Exploding gradients if ngroups is higher than 1.

DanFosing commented 1 month ago

Whenever I set n groups to value higher than 1, the gradients explode after like 70-100M tokens. I have no idea if it's my config causing problems or is it mamba-2 itself (I'm using huggingface implementation and opened my issue there: https://github.com/huggingface/transformers/issues/32570 but as you can see I got redirected to you)

tridao commented 1 month ago

Can you give a short script to reproduce the issue? E.g. for these specific tensors, the gradients are wrong / very large.

DanFosing commented 1 month ago

I unfortunately can't give you more detailed info right now, other than the script I'm using:


torch.cuda.empty_cache()
seed = 42
set_seed(seed)
random.seed(seed)
np.random.seed(seed)
torch.manual_seed(seed)
torch.cuda.manual_seed_all(seed)

def print_nb_trainable_params(model):
    att_params = 0
    mamba_params = 0
    mlp_params = 0
    embedding_params = 0
    total_params = 0

    for name, param in model.named_parameters():
        if "embeddings" in name or "lm_head" in name:
            embedding_params += np.prod(param.shape)
        elif "attention" in name or (("q_proj" in name or "k_proj" in name or "v_proj" in name or "o_proj" in name) and "mixer" in name):
            att_params += np.prod(param.shape)
        elif "mixer" in name and "attention" not in name:
            mamba_params += np.prod(param.shape)
        elif "mlp" in name:
            mlp_params += np.prod(param.shape)
        total_params += np.prod(param.shape)

    print(
        f"Num params in attention: {att_params / 1_000_000:.2f}M,"
        f" Mamba: {mamba_params / 1_000_000:.2f}M,"
        f" MLP: {mlp_params / 1_000_000:.2f}M,"
        f" embedding: {embedding_params / 1_000_000:.2f}M"
    )
    print(f"Total Number of parameters: {total_params / 1_000_000:.2f}M")
dataset = load_dataset("SprykAI/dclm-onlytrain-20B", keep_in_memory=False)
eval_dataset = load_dataset("SprykAI/dclm-val-1100rows", split="validation")

tokenizer = AutoTokenizer.from_pretrained("mistralai/Mistral-7B-v0.1")
tokenizer.model_max_length = 2048
tokenizer.pad_token = tokenizer.eos_token
batch_size = 32
def tokenize_function(examples):
    return tokenizer(examples["text"])

column_names = dataset.features
tokenized_train_dataset = dataset.map(
    tokenize_function, remove_columns=column_names, batched=True)

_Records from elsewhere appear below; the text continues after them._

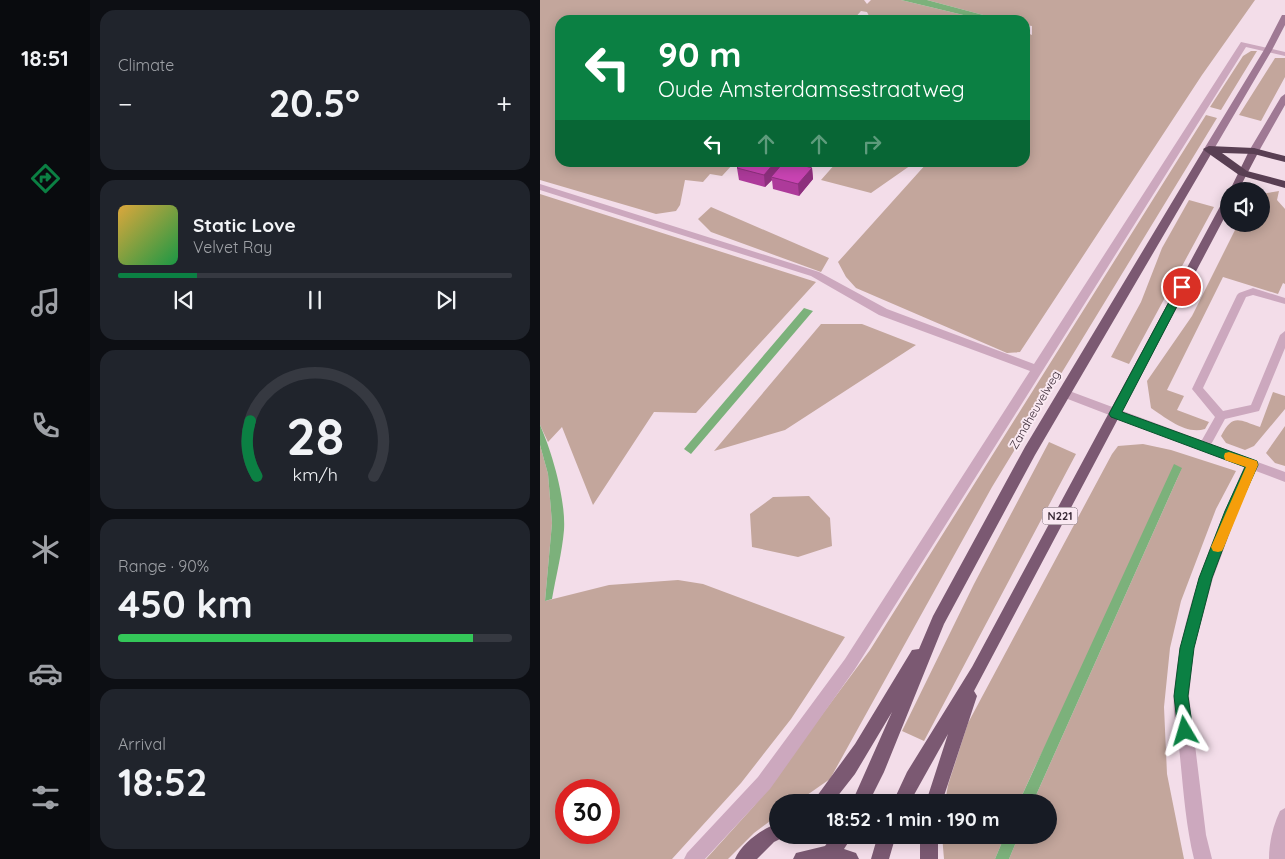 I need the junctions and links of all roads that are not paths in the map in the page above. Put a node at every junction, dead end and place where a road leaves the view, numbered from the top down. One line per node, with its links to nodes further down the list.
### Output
1 (1285, 18): 2 (main road, Zandheuvelweg)
2 (1268, 50): 3 (street); 5 (main road, Zandheuvelweg); 15 (street, Zandheuvelweg)
3 (1285, 54)
4 (1285, 97): 6 (main road)
5 (1209, 148): 6 (highway); 8 (highway); 16 (main road, Zandheuvelweg)
6 (1254, 151): 7 (highway); 8 (main road)
7 (1285, 159)
8 (1243, 173): 9 (main road); 10 (highway)
9 (1238, 182)
10 (1285, 185)
11 (540, 187): 15 (street)
12 (1220, 216): 17 (main road, N221)
13 (1285, 301): 18 (lane)
14 (1285, 335): 18 (lane)
15 (1036, 369): 34 (street)
16 (1064, 393): 17 (street); 22 (main road, Zandheuvelweg)
17 (1115, 414): 19 (street); 23 (main road, N221)
18 (1221, 416): 19 (lane)
19 (1204, 448): 20 (street)
20 (1252, 465): 21 (lane); 40 (street)
21 (1285, 477)
22 (938, 621): 24 (main road); 25 (main road, Zandheuvelweg)
23 (977, 672): 26 (main road, N221); 27 (main road, N221)
24 (830, 794)
25 (864, 794)
26 (906, 794)
27 (937, 794)
28 (1285, 816): 41 (lane)
29 (769, 835): 35 (main road)
30 (837, 844): 33 (main road)
31 (884, 844): 38 (main road)
32 (929, 844): 39 (main road)
33 (830, 854): 36 (main road); 37 (main road)
34 (693, 859)
35 (744, 859)
36 (802, 859)
37 (850, 859)
38 (880, 859)
39 (929, 859)
40 (1203, 859)
41 (1277, 859) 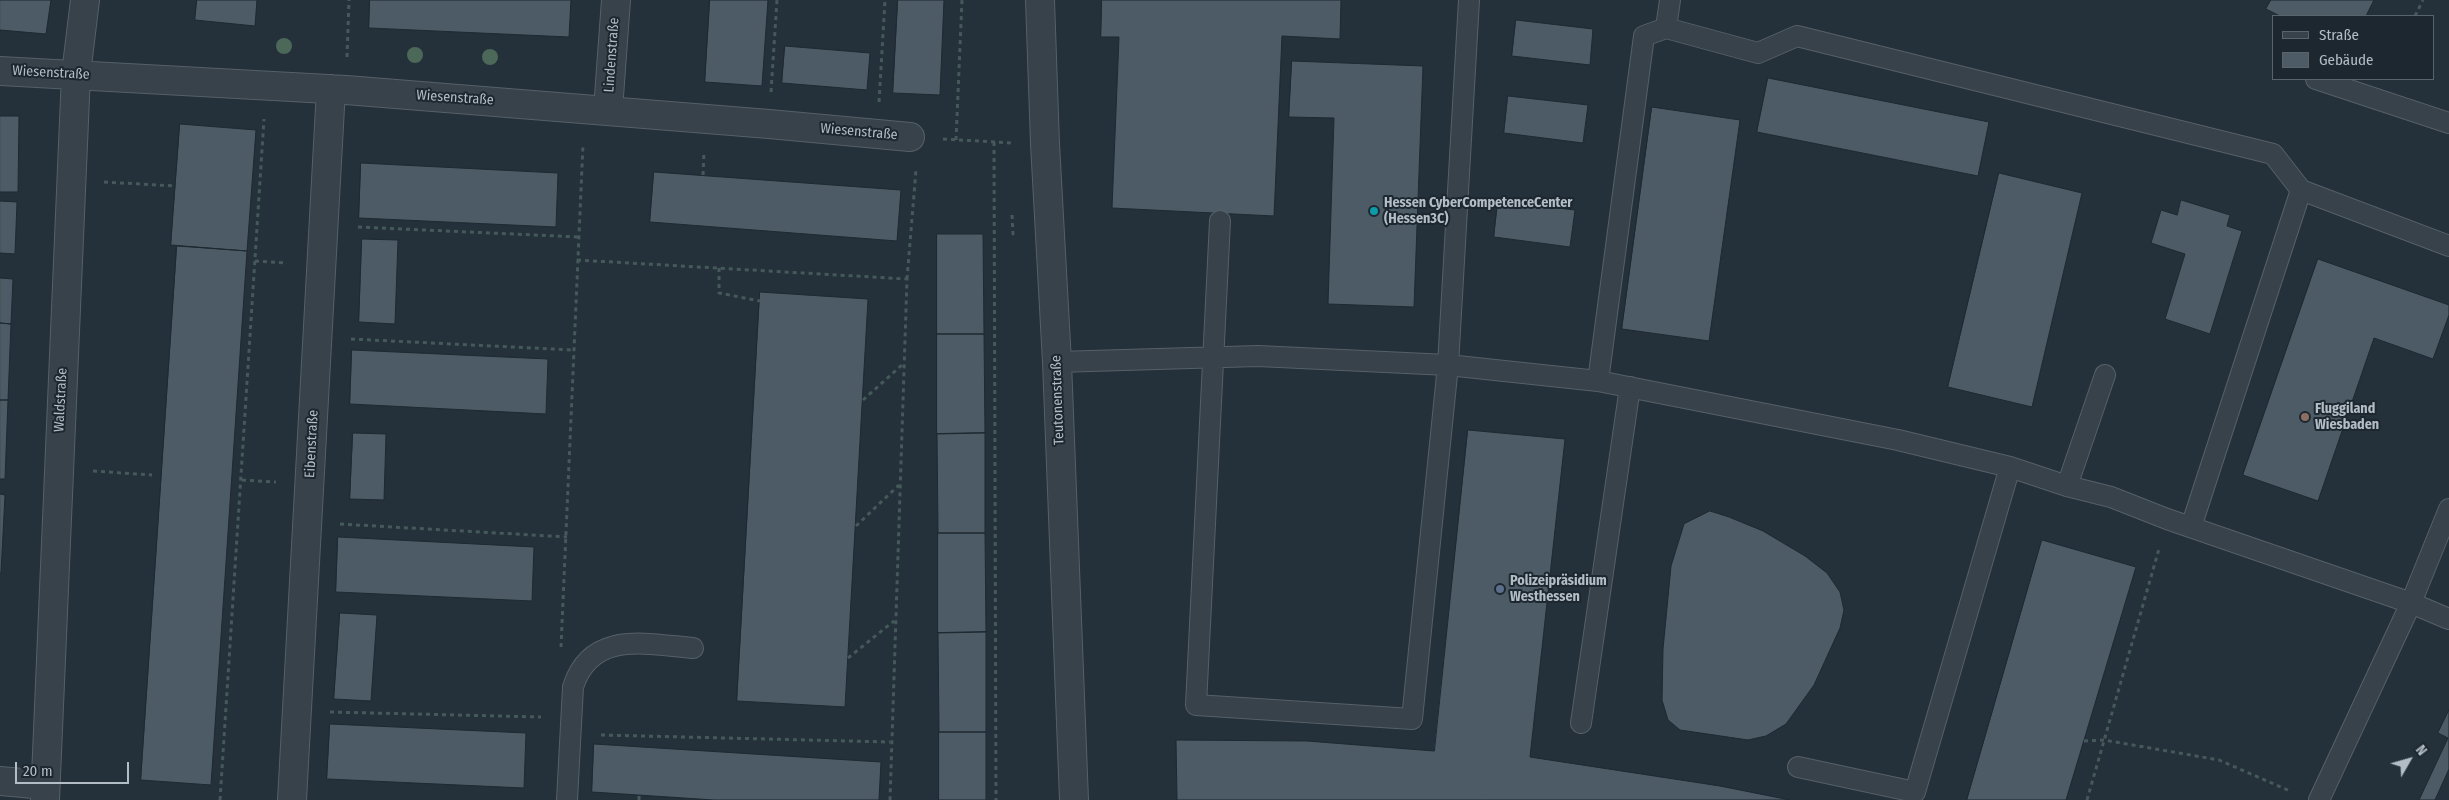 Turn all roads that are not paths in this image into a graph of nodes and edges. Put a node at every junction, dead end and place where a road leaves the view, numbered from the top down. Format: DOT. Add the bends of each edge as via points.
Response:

tokenized_eval_dataset = eval_dataset.map(
    tokenize_function, remove_columns=column_names, batched=True)

config_class = Mamba2Config
model_class = Mamba2ForCausalLM
use_cache = False
config = config_class(
    vocab_size=32000,
    hidden_size=1024,
    num_hidden_layers=12,
    expand=2,
    head_dim=64,
    n_groups=8,
    num_heads=32,
    state_size=128,
    use_cache=False,
    is_training=True,
)
config.vocab_size = len(tokenizer)

model = model_class(config)
model.to("cuda", dtype=torch.bfloat16)
print_nb_trainable_params(model)

def group_texts(examples):
    # Concatenate all texts.
    block_size = 2048
    concatenated_examples = {k: list(chain(*examples[k])) for k in examples.keys()}
    total_length = len(concatenated_examples[list(examples.keys())[0]])

    # Calculate the number of full chunks
    num_full_chunks = total_length // block_size

    # Split by chunks of block_size and drop the last chunk if necessary
    result = {k: [concatenated_examples[k][i * block_size : (i + 1) * block_size] for i in range(num_full_chunks)]
              for k in concatenated_examples.keys()}

    # Add labels (assuming they are the same as input_ids)
    result["labels"] = result["input_ids"].copy()

    return result

training_args = TrainingArguments(
    per_device_train_batch_size=batch_size,
    per_device_eval_batch_size=batch_size,
    gradient_checkpointing=False,
    gradient_accumulation_steps=16,
    load_best_model_at_end=False,
    num_train_epochs=1,
    report_to=["wandb"],
    eval_strategy="steps",
    learning_rate=4e-4,
    fp16=not torch.cuda.is_bf16_supported(),
    bf16=torch.cuda.is_bf16_supported(),
    bf16_full_eval=torch.cuda.is_bf16_supported(),
    fp16_full_eval=not torch.cuda.is_bf16_supported(),
    logging_steps=2,
    adam_beta1=0.9,
    adam_beta2=0.95,
    adam_epsilon=1e-7,
    optim="adamw_torch",
    save_total_limit=400,
    eval_steps=2,
    save_steps=500,
    save_strategy="steps",
    weight_decay=0.1,
    max_grad_norm=1.0,
    seed=seed,
    lr_scheduler_type="cosine_with_min_lr",
    warmup_ratio=0.01,
    lr_scheduler_kwargs={"min_lr_rate": 0.1},
    push_to_hub=True,
    hub_private_repo=True,
    output_dir=f"mambatraining")

trainer = Trainer(
    model=model,
    args=training_args,
    train_dataset=dataset,
    eval_dataset=eval_dataset,
    data_collator=DataCollatorForLanguageModeling(tokenizer, mlm=False),
)

t_out = trainer.train()
eval_out = trainer.evaluate()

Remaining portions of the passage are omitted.